Adolescents may withdraw from normal life, not taking action or acting as they usually would at work, in their marriage or at school, or be unable to make defining choices about the future. They may even turn to negative activities, such as crime or drugs since from their point of view having a negative identity could be more acceptable than none at all. On the other side of the spectrum, those who emerge from the adolescent stage of personality development with a strong sense of identity are well equipped to face adulthood with confidence and certainty. Erikson studied 8 stages that made up his theory. Ego identity was a key concept to understanding "What is identity" and it played a huge role in the conscious mind that includes fantasies, feelings, memories, perceptions, self- awareness, sensations, and thoughts; Each contributing a sense to self that is developed through social interaction. He felt that peers have a strong impact on the development of ego identity during adolescence. He believed that association with negative groups such as cults or fanatics could actually "redistrict" the developing ego during this fragile time. The basic strength that Erikson found should be developed during adolescence is fidelity, which only emerges from a cohesive ego identity. Fidelity is known to encompass sincerity, genuineness and a sense of duty in our relationships with other people. Erikson made it an argument between identity and confusion. Confusion lies between the younger generation, "teenagers", and during adolescents he states that they "need to develop a sense of self and personal identity". If they don't develop this sense of self, they will be insecure and lose themselves lacking that confidence and certainty they will be facing as an adult.He described identity as "a subjective sense as well as an observable quality of personal sameness and continuity, paired with some belief in the sameness and continuity of some shared world image. As a quality of unself-conscious living, this can be gloriously obvious in a young person who has found himself as he has found his commonality. In him we see emerge a unique unification of what is irreversibly given—that is, body type and temperament, giftedness and vulnerability, infantile models and acquired ideals—with the open choices provided in available roles, occupational possibilities, values offered, mentors met, friendships made, and first sexual encounters."

Marcian theory

James Marcia's research on identity statuses of adolescents also applies to Erikson's framework of identity crises in adolescents.

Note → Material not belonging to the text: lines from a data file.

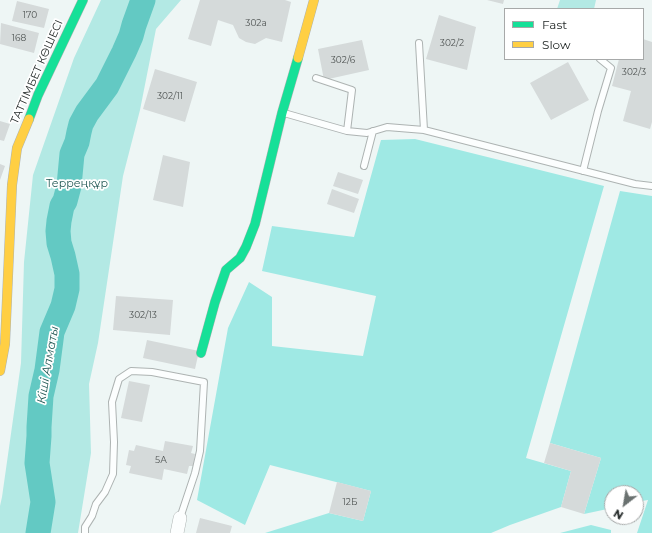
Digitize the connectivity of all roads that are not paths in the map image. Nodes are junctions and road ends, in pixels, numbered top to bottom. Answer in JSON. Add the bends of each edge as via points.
{"nodes":[{"id":1,"x":83,"y":0,"type":"edge"},
{"id":2,"x":314,"y":0,"type":"edge"},
{"id":3,"x":419,"y":43,"type":"dead end"},
{"id":4,"x":601,"y":60,"type":"edge"},
{"id":5,"x":316,"y":78,"type":"dead end"},
{"id":6,"x":282,"y":113,"type":"junction"},
{"id":7,"x":347,"y":130,"type":"junction"},
{"id":8,"x":424,"y":130,"type":"junction"},
{"id":9,"x":373,"y":131,"type":"junction"},
{"id":10,"x":364,"y":166,"type":"dead end"},
{"id":11,"x":583,"y":171,"type":"junction"},
{"id":12,"x":652,"y":186,"type":"edge"},
{"id":13,"x":202,"y":353,"type":"dead end"},
{"id":14,"x":0,"y":371,"type":"edge"},
{"id":15,"x":180,"y":518,"type":"joint"},
{"id":16,"x":85,"y":533,"type":"edge"},
{"id":17,"x":177,"y":533,"type":"edge"}],
"edges":[{"from":1,"to":14,"type":"street","name":"ТАТТІМБЕТ КӨШЕСІ","via":[[38,95],[17,148],[12,185],[5,344]]},
{"from":2,"to":6,"type":"street"},
{"from":3,"to":8,"type":"lane"},
{"from":4,"to":11,"type":"lane","via":[[611,68]]},
{"from":5,"to":7,"type":"lane","via":[[352,90]]},
{"from":6,"to":7,"type":"lane"},
{"from":6,"to":13,"type":"street","via":[[255,224],[240,258],[226,270]]},
{"from":7,"to":9,"type":"lane","via":[[367,133]]},
{"from":8,"to":9,"type":"lane","via":[[387,127]]},
{"from":8,"to":11,"type":"lane"},
{"from":9,"to":10,"type":"lane"},
{"from":11,"to":12,"type":"lane"},
{"from":15,"to":16,"type":"lane","via":[[200,451],[204,382],[152,372],[131,371],[119,379],[112,402],[113,474],[106,492],[96,504],[85,527]]},
{"from":15,"to":17,"type":"street"}]}
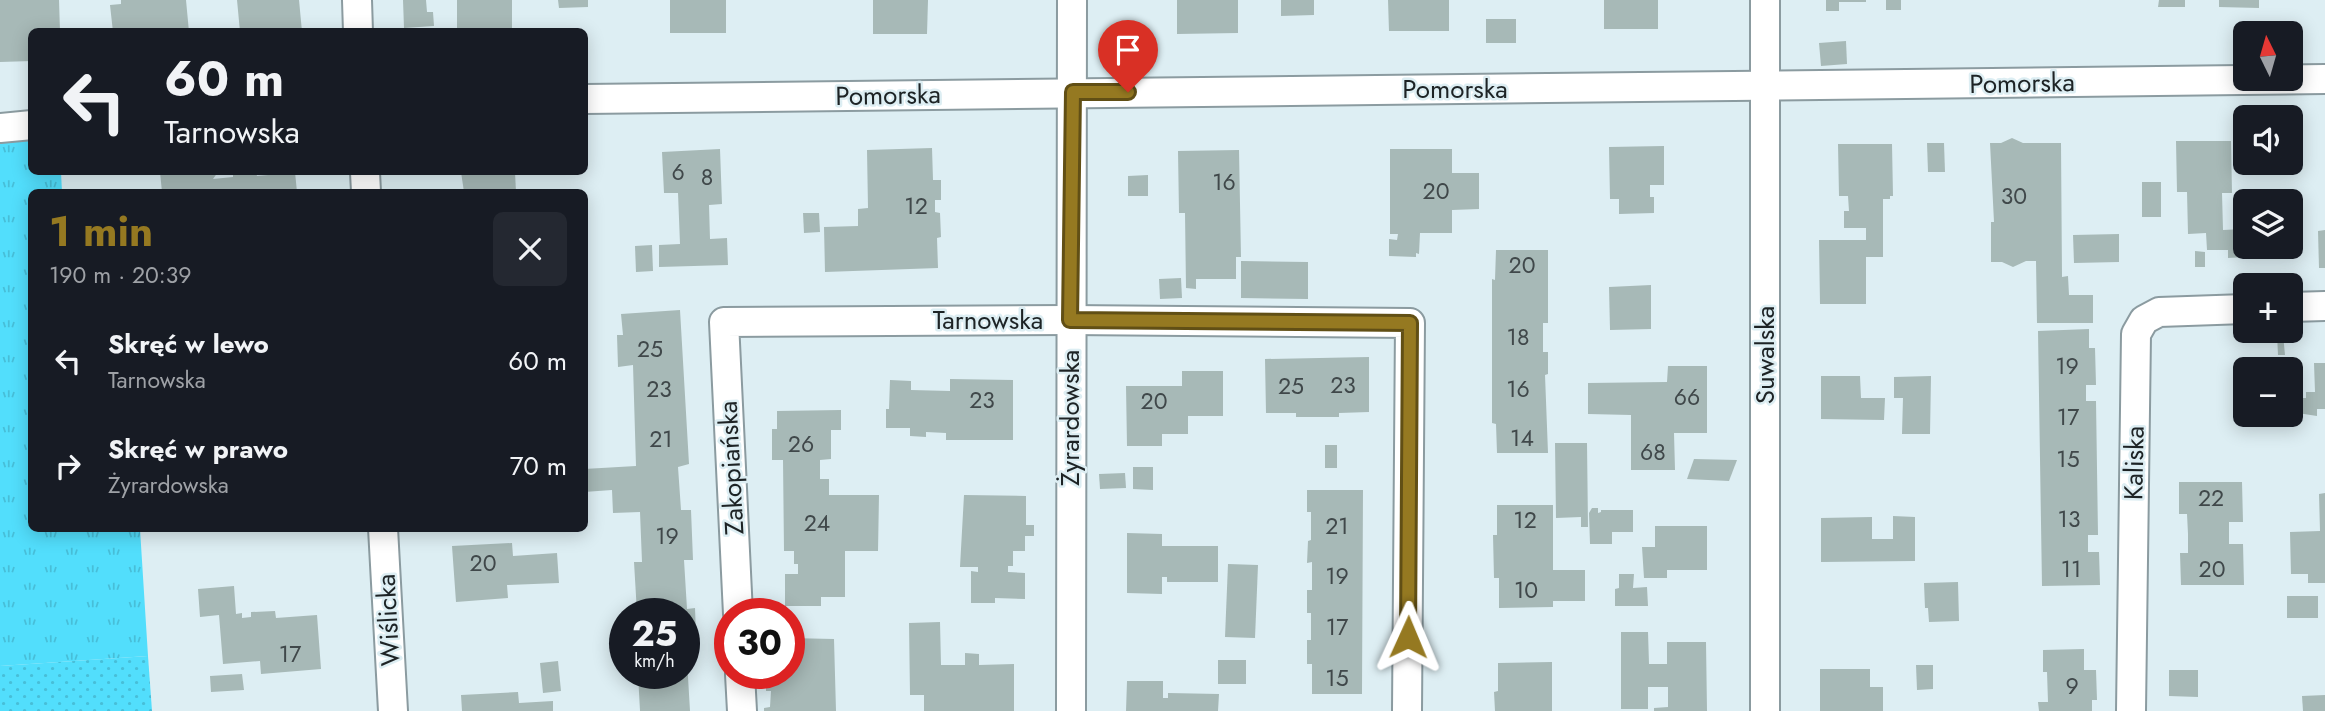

Identity foreclosure is an identity status which Marcia claimed is an identity developed by an individual without much choice.  "The foreclosure status is when a commitment is made without exploring alternatives. Often these commitments are based on parental ideas and beliefs that are accepted without question". Identity foreclosure can contribute to identity crises in adolescents when the "security blanket" of their assumed identity is removed.  These "foreclosed individuals often go into crisis, not knowing what to do without being able to rely on the norms, rules, and situations to which they have been accustomed".  An example of this would be a son of a farmer who learns that his father is selling the farm, and whose identity as an heir to a farm and the lifestyle and identity of a farmer has been shaken by that news.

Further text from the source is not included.